Top of Data to process

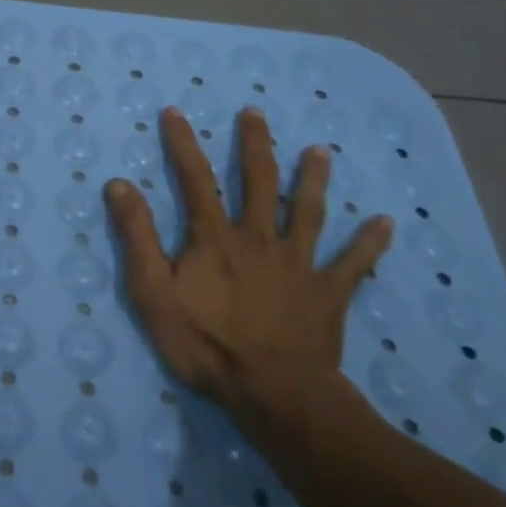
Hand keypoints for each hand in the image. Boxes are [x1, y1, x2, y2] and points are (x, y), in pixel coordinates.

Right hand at [105, 105, 392, 433]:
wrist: (274, 394)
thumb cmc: (206, 344)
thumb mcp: (153, 292)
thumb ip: (137, 237)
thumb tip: (119, 184)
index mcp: (216, 237)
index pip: (195, 178)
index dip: (183, 143)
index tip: (176, 111)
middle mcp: (259, 238)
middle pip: (259, 182)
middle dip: (254, 144)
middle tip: (255, 112)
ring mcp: (299, 264)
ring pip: (308, 212)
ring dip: (314, 179)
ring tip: (321, 151)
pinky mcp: (328, 294)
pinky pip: (353, 264)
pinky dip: (369, 243)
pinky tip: (386, 223)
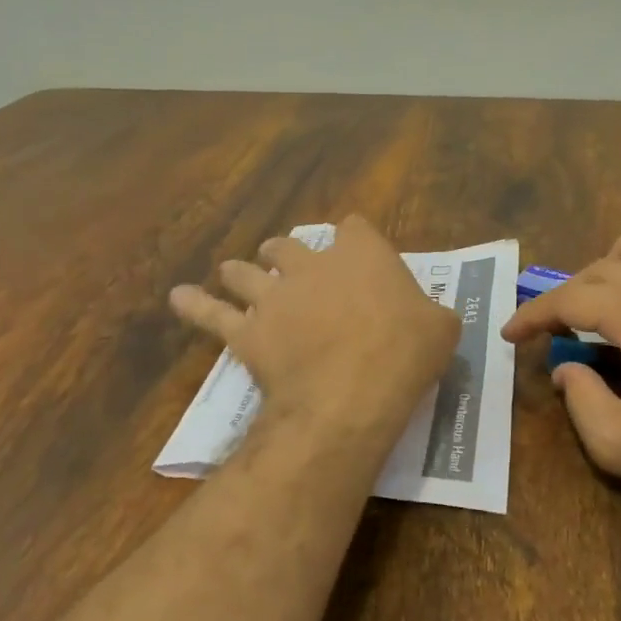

Bottom of Data to process

[Exercise prompt]
For the string "thumb", show each line of the entries above where it occurs.

[Solution below]
thumb cmc: (206, 344)
thumb mcp: (153, 292)
thumb ip: (137, 237)
thumb tip: (119, 184)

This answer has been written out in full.